— Problem requirements —
What lines of the data below hold "roads"? Show them.

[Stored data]
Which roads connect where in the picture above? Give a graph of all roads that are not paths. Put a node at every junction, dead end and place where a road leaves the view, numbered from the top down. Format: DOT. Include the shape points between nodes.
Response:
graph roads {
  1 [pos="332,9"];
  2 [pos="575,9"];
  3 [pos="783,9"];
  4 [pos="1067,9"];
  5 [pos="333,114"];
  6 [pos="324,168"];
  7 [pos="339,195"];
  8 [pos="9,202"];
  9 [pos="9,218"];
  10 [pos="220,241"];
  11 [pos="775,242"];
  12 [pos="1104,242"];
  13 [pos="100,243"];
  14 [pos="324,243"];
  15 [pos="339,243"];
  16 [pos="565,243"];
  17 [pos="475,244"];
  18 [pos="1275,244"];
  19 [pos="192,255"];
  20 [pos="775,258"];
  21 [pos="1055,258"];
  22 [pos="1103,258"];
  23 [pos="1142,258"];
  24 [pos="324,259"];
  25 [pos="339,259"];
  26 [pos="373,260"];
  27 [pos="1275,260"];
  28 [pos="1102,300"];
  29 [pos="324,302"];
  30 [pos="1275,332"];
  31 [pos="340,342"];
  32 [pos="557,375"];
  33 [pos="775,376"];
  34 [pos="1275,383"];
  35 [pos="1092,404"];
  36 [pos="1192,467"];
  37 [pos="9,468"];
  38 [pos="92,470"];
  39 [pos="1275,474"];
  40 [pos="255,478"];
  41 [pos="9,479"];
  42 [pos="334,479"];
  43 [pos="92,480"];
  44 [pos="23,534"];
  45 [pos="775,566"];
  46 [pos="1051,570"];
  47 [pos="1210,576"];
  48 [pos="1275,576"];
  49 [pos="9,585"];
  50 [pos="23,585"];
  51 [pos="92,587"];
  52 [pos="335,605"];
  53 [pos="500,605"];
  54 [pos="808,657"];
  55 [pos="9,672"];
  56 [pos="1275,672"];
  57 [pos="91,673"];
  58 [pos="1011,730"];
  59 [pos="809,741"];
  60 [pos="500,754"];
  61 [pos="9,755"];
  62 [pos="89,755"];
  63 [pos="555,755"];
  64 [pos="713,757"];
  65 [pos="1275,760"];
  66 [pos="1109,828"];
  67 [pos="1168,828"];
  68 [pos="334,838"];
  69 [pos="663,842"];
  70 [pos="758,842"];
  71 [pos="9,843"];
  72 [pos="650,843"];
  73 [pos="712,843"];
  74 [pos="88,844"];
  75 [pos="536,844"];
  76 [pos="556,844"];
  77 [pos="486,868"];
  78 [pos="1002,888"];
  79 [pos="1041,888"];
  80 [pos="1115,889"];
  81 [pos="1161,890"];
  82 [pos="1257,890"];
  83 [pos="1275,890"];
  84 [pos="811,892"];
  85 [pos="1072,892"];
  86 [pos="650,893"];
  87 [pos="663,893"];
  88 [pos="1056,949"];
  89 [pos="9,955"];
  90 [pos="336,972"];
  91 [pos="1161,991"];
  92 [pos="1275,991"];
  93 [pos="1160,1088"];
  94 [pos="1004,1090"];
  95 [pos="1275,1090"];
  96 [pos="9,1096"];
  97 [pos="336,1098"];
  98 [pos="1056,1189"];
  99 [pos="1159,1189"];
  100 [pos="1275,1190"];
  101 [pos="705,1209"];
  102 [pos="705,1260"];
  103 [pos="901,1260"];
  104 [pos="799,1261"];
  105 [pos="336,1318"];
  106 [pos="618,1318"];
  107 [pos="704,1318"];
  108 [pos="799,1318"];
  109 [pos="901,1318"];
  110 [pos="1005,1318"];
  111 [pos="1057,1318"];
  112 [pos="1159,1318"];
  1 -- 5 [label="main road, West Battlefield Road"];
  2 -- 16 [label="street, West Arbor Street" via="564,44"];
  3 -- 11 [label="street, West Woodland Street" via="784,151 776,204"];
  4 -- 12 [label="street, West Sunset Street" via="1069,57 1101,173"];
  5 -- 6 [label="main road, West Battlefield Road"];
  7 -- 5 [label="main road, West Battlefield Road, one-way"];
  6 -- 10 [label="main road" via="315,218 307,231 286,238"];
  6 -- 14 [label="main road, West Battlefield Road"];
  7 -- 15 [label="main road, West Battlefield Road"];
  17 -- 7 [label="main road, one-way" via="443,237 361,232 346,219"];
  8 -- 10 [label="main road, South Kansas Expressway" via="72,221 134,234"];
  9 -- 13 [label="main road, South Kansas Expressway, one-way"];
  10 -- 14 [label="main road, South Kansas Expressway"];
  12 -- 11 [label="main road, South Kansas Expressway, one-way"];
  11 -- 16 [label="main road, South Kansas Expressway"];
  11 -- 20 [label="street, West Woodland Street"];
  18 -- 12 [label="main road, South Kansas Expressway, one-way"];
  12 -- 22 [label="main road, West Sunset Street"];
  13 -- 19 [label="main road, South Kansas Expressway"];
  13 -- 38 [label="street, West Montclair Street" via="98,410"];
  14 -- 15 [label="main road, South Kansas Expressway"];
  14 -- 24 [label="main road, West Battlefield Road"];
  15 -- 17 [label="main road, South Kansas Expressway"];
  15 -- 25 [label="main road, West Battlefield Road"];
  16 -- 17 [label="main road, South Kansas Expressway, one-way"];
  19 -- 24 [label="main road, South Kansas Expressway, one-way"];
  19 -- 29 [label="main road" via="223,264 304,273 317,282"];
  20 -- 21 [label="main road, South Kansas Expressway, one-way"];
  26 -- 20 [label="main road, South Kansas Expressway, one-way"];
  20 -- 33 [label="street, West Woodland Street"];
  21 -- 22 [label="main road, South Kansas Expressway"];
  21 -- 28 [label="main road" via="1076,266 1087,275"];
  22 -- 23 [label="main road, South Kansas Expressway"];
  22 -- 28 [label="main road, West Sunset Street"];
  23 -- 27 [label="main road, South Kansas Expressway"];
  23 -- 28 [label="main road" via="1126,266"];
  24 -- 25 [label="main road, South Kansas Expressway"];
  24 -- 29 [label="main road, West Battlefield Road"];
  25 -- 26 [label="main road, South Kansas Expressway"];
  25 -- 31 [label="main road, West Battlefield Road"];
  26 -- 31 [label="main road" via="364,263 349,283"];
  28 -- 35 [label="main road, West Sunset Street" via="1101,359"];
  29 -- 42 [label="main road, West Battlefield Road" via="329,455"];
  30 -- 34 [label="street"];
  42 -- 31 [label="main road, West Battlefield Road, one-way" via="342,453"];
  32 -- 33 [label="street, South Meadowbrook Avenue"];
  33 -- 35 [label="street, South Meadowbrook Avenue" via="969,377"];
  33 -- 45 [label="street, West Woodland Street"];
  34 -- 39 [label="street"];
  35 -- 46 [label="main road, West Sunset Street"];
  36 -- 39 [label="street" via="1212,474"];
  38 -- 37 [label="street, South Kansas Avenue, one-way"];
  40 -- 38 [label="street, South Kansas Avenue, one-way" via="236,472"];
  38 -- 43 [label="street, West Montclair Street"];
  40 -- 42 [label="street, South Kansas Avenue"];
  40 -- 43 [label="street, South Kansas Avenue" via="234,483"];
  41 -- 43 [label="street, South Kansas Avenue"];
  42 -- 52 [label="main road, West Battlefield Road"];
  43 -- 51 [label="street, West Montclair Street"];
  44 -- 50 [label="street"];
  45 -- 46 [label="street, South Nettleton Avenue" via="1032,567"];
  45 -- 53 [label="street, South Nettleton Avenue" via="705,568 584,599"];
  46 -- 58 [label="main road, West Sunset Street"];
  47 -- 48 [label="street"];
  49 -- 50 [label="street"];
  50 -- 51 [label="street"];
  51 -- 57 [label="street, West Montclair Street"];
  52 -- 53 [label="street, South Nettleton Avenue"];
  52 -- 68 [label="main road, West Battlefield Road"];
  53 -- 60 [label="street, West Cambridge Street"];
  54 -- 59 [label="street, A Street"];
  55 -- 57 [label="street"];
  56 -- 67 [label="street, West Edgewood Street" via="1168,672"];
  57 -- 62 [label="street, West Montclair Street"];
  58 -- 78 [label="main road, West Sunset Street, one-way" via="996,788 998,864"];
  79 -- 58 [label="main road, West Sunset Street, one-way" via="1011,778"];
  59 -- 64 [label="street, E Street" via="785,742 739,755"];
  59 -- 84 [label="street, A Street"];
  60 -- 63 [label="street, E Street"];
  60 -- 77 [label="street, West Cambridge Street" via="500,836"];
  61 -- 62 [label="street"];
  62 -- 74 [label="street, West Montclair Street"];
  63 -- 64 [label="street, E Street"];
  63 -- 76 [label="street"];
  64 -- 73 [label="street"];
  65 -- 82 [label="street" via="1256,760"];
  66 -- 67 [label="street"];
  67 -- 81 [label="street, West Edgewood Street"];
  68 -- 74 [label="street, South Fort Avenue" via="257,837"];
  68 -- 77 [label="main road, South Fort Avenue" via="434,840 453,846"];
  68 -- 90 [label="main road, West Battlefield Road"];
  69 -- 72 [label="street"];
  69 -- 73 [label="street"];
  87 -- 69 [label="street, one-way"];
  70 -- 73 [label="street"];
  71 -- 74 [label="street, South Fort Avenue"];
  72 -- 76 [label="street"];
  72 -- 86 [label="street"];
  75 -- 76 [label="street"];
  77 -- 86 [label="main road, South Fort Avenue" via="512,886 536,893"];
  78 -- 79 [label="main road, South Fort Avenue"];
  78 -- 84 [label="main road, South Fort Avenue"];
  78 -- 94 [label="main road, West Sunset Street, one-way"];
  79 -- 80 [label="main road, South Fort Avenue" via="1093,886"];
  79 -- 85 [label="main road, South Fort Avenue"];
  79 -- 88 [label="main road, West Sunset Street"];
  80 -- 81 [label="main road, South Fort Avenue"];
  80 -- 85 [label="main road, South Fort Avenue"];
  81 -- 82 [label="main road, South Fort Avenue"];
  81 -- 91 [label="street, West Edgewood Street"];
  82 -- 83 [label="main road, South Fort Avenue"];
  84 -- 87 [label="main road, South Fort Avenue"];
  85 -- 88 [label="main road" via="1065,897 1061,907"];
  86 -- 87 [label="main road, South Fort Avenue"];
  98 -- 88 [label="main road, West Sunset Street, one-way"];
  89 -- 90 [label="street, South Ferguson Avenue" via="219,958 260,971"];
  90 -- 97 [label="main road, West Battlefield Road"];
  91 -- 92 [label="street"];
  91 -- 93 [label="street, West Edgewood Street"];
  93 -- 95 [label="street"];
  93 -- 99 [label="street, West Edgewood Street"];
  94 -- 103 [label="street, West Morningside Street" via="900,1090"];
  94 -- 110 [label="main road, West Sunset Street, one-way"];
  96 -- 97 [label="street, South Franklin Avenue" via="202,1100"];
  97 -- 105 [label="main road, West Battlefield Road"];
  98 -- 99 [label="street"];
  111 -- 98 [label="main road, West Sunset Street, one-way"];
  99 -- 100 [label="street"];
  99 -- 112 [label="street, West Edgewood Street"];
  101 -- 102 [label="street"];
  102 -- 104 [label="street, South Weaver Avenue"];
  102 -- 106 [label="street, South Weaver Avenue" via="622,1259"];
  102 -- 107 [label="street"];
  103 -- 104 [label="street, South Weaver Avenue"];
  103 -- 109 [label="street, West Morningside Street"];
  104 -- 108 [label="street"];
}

— Solved problem —
Which roads connect where in the picture above? Give a graph of all roads that are not paths. Put a node at every junction, dead end and place where a road leaves the view, numbered from the top down. Format: DOT. Include the shape points between nodes.
graph roads {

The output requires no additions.